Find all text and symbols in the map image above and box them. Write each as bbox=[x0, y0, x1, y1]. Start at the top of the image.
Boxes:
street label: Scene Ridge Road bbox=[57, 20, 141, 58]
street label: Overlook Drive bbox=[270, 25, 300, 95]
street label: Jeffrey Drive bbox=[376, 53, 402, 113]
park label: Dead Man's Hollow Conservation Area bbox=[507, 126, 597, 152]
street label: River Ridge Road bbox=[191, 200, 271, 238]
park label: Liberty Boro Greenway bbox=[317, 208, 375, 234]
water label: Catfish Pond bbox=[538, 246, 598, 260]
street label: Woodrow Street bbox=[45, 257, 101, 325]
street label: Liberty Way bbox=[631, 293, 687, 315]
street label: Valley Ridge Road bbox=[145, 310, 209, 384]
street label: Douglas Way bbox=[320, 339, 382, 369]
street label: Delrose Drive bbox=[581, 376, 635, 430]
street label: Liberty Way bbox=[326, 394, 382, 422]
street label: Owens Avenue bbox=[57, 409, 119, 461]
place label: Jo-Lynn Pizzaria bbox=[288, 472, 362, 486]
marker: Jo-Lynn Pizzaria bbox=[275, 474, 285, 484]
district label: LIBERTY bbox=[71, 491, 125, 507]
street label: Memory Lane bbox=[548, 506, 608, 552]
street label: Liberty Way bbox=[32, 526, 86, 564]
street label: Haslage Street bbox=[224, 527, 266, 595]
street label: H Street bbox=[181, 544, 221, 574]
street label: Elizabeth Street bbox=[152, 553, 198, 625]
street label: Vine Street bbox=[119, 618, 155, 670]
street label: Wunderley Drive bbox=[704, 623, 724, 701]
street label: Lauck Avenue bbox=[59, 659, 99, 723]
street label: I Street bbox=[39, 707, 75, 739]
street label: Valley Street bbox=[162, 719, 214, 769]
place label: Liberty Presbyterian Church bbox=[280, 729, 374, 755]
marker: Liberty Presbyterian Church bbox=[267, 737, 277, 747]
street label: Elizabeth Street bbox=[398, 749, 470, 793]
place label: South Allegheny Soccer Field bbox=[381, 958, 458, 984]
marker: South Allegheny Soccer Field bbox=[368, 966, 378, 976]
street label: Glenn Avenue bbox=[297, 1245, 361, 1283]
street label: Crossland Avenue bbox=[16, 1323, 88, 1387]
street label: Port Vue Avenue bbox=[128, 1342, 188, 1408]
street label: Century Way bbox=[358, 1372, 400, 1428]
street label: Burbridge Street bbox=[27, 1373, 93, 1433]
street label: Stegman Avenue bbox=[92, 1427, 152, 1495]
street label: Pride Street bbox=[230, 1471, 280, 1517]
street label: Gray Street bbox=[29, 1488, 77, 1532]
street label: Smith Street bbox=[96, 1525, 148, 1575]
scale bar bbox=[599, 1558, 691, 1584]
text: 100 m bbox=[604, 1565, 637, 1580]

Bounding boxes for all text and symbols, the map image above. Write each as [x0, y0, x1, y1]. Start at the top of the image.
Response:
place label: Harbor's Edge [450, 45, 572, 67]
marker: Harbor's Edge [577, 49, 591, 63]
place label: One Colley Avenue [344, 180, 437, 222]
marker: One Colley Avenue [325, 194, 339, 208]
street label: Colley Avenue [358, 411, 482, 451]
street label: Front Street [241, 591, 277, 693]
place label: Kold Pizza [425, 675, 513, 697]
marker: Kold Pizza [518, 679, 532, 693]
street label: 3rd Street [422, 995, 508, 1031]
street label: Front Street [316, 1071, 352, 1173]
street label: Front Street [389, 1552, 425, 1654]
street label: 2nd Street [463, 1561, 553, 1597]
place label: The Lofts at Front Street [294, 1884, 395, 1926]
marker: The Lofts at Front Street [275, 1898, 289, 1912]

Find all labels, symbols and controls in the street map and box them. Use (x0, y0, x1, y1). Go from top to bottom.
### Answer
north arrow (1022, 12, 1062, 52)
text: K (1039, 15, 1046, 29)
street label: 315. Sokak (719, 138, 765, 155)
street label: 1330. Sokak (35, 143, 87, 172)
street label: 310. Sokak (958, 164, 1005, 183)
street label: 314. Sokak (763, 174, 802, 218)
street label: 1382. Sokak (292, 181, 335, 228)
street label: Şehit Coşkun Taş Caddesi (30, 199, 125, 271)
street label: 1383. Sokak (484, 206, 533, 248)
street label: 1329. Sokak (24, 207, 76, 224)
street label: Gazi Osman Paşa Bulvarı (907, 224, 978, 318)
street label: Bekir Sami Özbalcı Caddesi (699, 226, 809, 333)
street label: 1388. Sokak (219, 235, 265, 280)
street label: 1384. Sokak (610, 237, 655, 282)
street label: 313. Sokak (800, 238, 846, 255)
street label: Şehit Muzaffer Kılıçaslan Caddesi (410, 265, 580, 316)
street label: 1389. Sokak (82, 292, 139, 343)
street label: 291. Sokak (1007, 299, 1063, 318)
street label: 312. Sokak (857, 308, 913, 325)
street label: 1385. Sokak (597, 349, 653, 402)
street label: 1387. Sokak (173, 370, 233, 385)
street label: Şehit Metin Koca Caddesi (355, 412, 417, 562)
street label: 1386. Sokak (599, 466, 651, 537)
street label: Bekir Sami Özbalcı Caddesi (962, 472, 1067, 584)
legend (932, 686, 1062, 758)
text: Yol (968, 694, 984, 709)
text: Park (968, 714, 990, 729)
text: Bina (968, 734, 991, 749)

-*-

_Task to carry out_
Taking the entries above, restate exactly those lines that fall between the line with "Bounding boxes for" and the line with "Find all labels, symbols", keeping both of those lines too.

_Finished task_
Bounding boxes for all text and symbols, the map image above. Write each as [x0, y0, x1, y1]. Start at the top of the image.
Response:
place label: Harbor's Edge [450, 45, 572, 67]
marker: Harbor's Edge [577, 49, 591, 63]
place label: One Colley Avenue [344, 180, 437, 222]
marker: One Colley Avenue [325, 194, 339, 208]
street label: Colley Avenue [358, 411, 482, 451]
street label: Front Street [241, 591, 277, 693]
place label: Kold Pizza [425, 675, 513, 697]
marker: Kold Pizza [518, 679, 532, 693]
street label: 3rd Street [422, 995, 508, 1031]
street label: Front Street [316, 1071, 352, 1173]
street label: Front Street [389, 1552, 425, 1654]
street label: 2nd Street [463, 1561, 553, 1597]
place label: The Lofts at Front Street [294, 1884, 395, 1926]
marker: The Lofts at Front Street [275, 1898, 289, 1912]

Find all labels, symbols and controls in the street map and box them. Use (x0, y0, x1, y1). Go from top to bottom.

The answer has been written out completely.